Wednesday, 14 October 2015

Can A More Fair And Equitable Free Market Help Companies That Do Good?


The free market can save us, but first the free market needs to change whom it rewards.

In 1970, Milton Friedman famously declared, "The social responsibility of business is to increase profits," and anything else was "pure and unadulterated socialism." According to this doctrine, business activity that cannot be attached to a material financial outcome is treated with suspicion and, ideally, discarded. Employee well-being, customer loyalty, fair hiring practices, community prosperity, and environmental vitality are important only if they drive profits.

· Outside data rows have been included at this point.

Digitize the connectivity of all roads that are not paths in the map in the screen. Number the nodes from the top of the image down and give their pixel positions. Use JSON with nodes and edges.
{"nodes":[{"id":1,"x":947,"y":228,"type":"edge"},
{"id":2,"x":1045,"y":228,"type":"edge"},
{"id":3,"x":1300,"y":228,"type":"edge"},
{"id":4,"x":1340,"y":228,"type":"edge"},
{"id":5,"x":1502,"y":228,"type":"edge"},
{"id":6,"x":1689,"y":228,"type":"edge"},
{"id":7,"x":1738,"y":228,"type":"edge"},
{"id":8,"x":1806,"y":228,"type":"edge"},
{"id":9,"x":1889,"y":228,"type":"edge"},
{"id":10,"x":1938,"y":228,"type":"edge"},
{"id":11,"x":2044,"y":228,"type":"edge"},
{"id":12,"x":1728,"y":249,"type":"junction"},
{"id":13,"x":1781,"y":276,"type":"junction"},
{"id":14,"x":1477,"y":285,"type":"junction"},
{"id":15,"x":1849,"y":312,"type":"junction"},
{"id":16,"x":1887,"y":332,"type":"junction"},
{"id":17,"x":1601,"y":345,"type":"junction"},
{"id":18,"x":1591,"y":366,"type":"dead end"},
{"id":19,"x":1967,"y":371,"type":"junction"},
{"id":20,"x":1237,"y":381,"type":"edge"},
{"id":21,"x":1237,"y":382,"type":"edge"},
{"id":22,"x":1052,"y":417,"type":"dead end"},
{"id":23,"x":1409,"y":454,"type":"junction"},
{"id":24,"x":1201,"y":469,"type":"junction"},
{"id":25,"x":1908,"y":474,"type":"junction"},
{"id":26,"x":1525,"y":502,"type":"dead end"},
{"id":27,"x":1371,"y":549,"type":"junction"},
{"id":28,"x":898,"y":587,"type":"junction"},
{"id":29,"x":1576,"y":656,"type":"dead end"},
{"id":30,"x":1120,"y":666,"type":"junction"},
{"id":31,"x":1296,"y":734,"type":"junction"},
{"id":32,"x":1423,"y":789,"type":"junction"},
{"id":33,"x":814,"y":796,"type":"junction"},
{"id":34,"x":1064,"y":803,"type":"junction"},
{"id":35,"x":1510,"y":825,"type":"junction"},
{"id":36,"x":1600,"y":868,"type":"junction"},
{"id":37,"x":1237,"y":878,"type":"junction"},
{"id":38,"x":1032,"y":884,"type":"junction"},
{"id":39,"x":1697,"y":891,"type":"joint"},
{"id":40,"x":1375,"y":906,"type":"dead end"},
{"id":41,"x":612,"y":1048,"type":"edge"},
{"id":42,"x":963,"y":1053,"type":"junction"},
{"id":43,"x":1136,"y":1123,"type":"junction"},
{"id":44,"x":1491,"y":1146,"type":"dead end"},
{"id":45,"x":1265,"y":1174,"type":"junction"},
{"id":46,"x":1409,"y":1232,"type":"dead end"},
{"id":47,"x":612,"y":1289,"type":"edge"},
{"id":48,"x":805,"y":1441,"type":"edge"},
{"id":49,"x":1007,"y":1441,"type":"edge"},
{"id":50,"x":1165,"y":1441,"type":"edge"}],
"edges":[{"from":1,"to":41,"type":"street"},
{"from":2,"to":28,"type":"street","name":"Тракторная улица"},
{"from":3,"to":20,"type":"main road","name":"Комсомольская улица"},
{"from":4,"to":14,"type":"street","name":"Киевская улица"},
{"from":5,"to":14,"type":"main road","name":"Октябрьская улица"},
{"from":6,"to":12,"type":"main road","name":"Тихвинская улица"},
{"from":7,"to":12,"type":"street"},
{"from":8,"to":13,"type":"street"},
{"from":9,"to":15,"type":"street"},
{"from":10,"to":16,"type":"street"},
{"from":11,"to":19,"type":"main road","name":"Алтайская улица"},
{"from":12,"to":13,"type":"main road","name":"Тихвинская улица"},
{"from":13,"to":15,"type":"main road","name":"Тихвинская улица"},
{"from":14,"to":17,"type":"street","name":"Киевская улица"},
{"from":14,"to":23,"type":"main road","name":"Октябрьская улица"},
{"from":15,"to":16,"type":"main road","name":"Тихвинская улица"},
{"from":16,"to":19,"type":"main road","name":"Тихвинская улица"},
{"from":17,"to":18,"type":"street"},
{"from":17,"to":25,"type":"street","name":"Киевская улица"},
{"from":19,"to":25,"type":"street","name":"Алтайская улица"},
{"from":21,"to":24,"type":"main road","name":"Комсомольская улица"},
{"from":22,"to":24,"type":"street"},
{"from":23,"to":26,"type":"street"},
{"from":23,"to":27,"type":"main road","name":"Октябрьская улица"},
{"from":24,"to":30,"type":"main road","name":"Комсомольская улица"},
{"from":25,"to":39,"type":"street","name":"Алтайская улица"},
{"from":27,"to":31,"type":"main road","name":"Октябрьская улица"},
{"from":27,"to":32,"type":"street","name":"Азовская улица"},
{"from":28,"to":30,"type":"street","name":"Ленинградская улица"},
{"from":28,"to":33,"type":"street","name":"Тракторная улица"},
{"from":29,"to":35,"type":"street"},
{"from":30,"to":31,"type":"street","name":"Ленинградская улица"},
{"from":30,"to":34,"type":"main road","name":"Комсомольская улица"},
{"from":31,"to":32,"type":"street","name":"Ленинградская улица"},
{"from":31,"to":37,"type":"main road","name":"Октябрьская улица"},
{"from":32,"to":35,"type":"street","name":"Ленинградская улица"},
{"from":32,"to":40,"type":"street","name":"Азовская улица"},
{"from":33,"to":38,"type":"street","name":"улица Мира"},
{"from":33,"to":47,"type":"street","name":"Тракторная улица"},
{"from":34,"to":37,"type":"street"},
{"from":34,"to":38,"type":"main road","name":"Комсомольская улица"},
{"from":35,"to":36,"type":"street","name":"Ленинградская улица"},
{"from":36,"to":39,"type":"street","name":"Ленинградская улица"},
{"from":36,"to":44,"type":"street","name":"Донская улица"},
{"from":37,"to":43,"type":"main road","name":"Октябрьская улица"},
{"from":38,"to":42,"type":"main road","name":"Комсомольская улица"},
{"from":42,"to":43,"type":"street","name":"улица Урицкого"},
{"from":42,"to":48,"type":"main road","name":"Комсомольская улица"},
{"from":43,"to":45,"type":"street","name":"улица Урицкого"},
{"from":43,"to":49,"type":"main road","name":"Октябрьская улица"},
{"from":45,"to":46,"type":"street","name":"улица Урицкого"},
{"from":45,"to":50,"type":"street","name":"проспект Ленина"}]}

But businesses and their stakeholders have always attempted to understand and capitalize on the connections between a company’s social and environmental profile, and its financial interests, throughout the history of commerce. And over the years, various schools of thought have emerged that have sought to develop a more enlightened calculus around how to capture and report on corporate performance, value, risk, and reward beyond standardized financial filings. 
Though we now think of corporate social responsibility (CSR) as a shorthand for good management in commercial enterprise, the truth is that business and financial leaders have been thinking this way well before anyone put a label on it. The famous GE "Blue Books," which became the management bible for a generation of corporate leaders, talked about companies acting in the "balanced best interests" of all stakeholders.
The facts of the matter are that the basic connections between corporate sustainability and financial performance have been established. Where the lines are drawn—or, more accurately, where the connections are strongest—is a question of judgment and circumstance. But in the broadest sense, a correlation between profitability and CSR leadership has been demonstrated. 
Causation, on the other hand, has been more difficult to pin down. (As an aside, it’s worth pointing out that defining causative links between business performance and financial outcomes in any realm is hard to define; otherwise, I would be writing this piece from my luxury yacht in the Mediterranean instead of my office in New York City.) All we know for sure is that successful CSR strategies have been instrumental in helping to reduce business operating costs, boost top-line growth, attract and retain talent, enhance culture, attract shareholders, win public support, engage communities, and more.
Now the time has come to elevate the discussion still further: to go beyond asking how CSR can boost profitability or enhance market performance, and address how business can be used as a force for good in the world. Is there a higher purpose for business beyond simply making money and providing employment? Surely the answer has to be yes.
In his "Revolution of Values" speech in 1967, Dr. Martin Luther King Jr. said, "A true revolution of values will soon cause us to question the fairness and justice of many of our past and present policies." I believe there is a revolution of values beginning where it can arguably have greatest effect: the capital markets. The challenge in this case is how to build a more just marketplace that better serves the broader interests of society as a whole.
It’s a challenge that lies closer to the economic philosophy of Adam Smith himself, in which justice and freedom are placed alongside prosperity for all as guiding tenets. I am convinced that were he alive today, Smith would recognize some of the more grotesque sins associated with early capitalism—the long work days, low wages, egregious profiteering, and child labor, to name a few—that inspired his original thinking.
For the plain truth is, we need a fully functioning free market system now more than ever. Philanthropy alone is not enough to solve today’s problems. Nor is government action. Only free market enterprise can muster the resources and establish the systemic solutions we need right now. To date, the visions of capital market reform have been largely generated from the top down, by experts, politicians, and insiders. One problem with this approach is they have been processed through the orthodoxy of financial materiality.
According to a major poll conducted by my organization, JUST Capital, earlier in 2015, the overwhelming sense among Americans—regardless of political ideology or income bracket—is that corporations are too focused on meeting the needs of shareholders, and need to better balance the interests of customers, communities, employees, and the environment. What’s more, we know that although trust in big business is low, more than 90% of Americans surveyed said it's important to measure corporate justness, and more than 75% said such information would influence the decisions they make as consumers, employees, or investors.
By establishing the first nationwide index of just business performance based solely on the public’s attitudes, preferences, and values, we think we can begin to address this unmet need. Counterintuitively, we also think that many companies will actually want this information too. What business doesn't want to know what its customers, its employees, and its wider stakeholders truly care about when it comes to performance? Once this is in place, we can begin to provide both consumers and companies with the information they need to incentivize and reward more just corporate behavior.
This idea of using the power of the markets to drive change is by no means new. But it is effective. Shifting a mere 1% of total personal consumption to companies that prioritize the things we care about would channel some $120 billion per year—almost half as much as Americans donate to charity annually—toward companies that provide greater employee benefits, pay a living wage, and make products that are healthy and safe; strengthen our communities; protect the environment; respect customers; pay their fair share of taxes; and other things we value. Now that’s a marketplace we can all be proud of.